:: Problem requirements ::
From the listing below, pick out each line with the word "down".

Dataset content: Begin

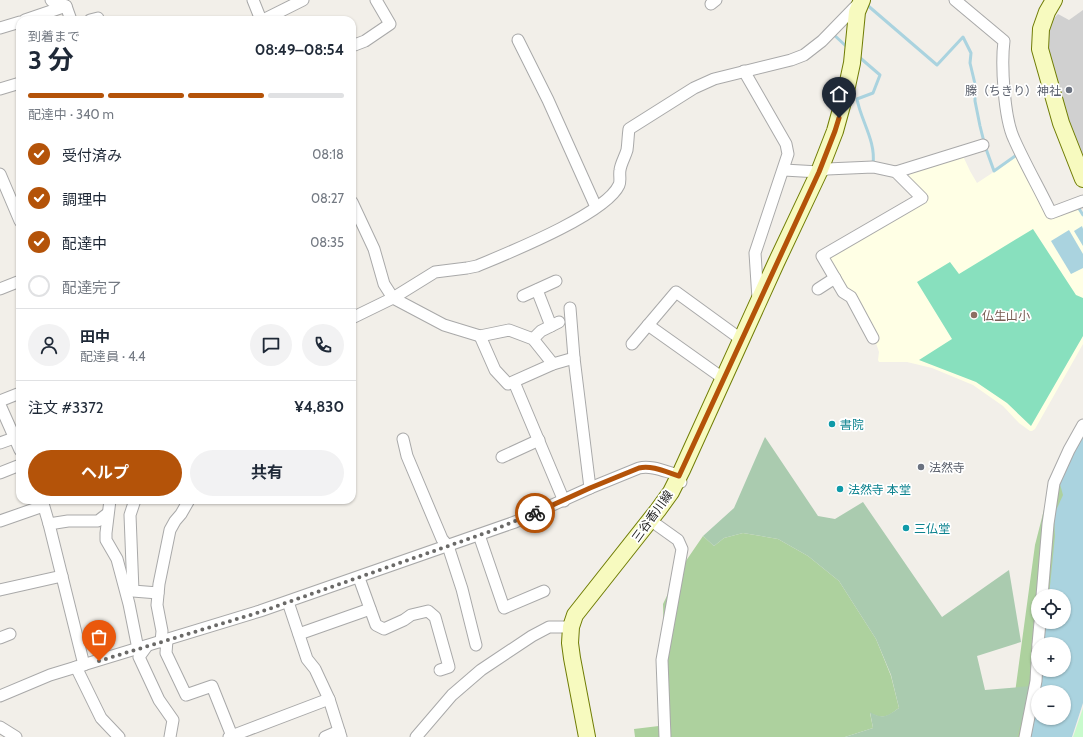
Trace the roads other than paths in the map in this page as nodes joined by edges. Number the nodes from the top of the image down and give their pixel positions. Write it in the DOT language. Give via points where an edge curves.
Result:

Dataset content: End
Dataset content: Begin

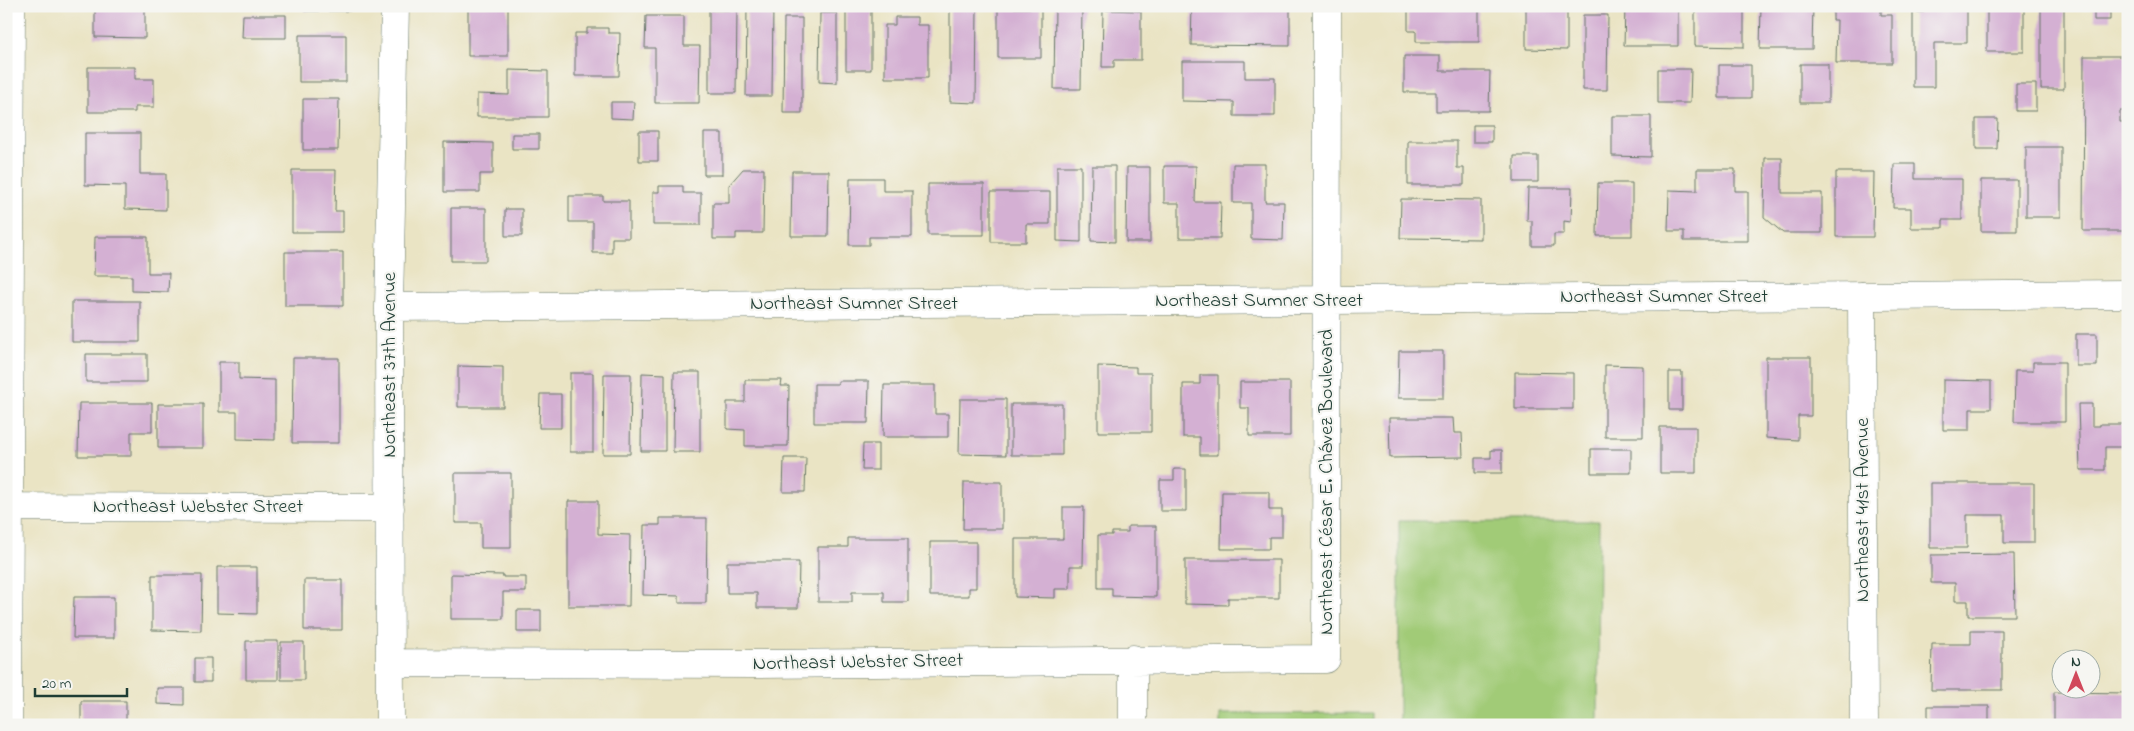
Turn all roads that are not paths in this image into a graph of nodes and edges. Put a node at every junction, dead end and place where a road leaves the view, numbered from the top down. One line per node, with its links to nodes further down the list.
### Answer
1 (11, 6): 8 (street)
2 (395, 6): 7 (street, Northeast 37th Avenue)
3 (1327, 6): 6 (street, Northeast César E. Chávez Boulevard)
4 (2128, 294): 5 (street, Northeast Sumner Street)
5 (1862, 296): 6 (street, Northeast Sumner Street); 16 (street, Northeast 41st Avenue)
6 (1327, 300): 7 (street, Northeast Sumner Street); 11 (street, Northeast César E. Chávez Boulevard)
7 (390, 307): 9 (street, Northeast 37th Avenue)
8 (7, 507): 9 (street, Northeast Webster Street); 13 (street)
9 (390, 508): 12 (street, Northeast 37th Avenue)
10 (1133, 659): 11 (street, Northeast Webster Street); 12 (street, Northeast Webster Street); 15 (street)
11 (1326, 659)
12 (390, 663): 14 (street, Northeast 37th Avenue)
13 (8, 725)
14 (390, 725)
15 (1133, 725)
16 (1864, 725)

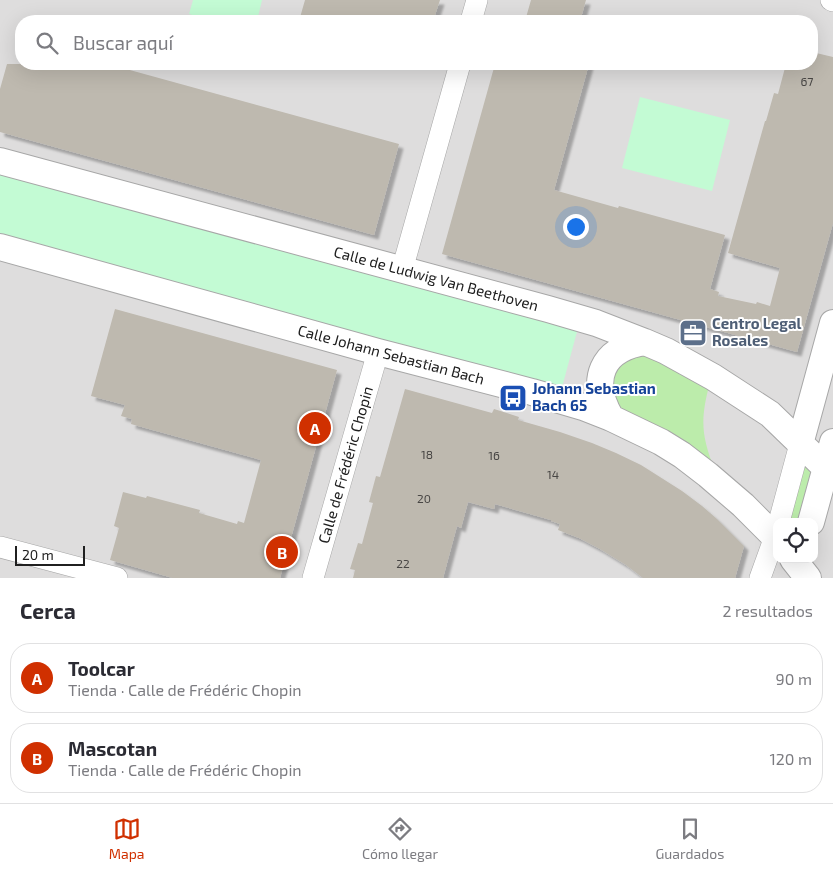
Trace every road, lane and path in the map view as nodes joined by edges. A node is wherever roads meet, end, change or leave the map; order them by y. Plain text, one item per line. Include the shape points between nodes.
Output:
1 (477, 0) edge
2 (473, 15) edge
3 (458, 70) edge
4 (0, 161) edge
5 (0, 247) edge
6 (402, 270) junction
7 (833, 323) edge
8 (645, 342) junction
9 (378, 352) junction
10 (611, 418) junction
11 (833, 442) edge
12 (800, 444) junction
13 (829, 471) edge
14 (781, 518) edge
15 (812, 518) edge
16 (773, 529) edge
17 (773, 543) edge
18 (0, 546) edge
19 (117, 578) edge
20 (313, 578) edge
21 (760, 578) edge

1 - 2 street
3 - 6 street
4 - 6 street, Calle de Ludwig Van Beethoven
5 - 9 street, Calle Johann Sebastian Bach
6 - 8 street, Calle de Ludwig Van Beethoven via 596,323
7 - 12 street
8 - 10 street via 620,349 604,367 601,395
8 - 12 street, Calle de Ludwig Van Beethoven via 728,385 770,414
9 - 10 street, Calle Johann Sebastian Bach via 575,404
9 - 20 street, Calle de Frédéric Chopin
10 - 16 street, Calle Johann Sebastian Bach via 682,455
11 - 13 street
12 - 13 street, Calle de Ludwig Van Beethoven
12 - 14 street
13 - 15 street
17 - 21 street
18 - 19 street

Dataset content: End

:: Response to this task ::
Trace the roads other than paths in the map in this page as nodes joined by edges. Number the nodes from the top of the image down and give their pixel positions. Write it in the DOT language. Give via points where an edge curves.
Turn all roads that are not paths in this image into a graph of nodes and edges. Put a node at every junction, dead end and place where a road leaves the view, numbered from the top down. One line per node, with its links to nodes further down the list.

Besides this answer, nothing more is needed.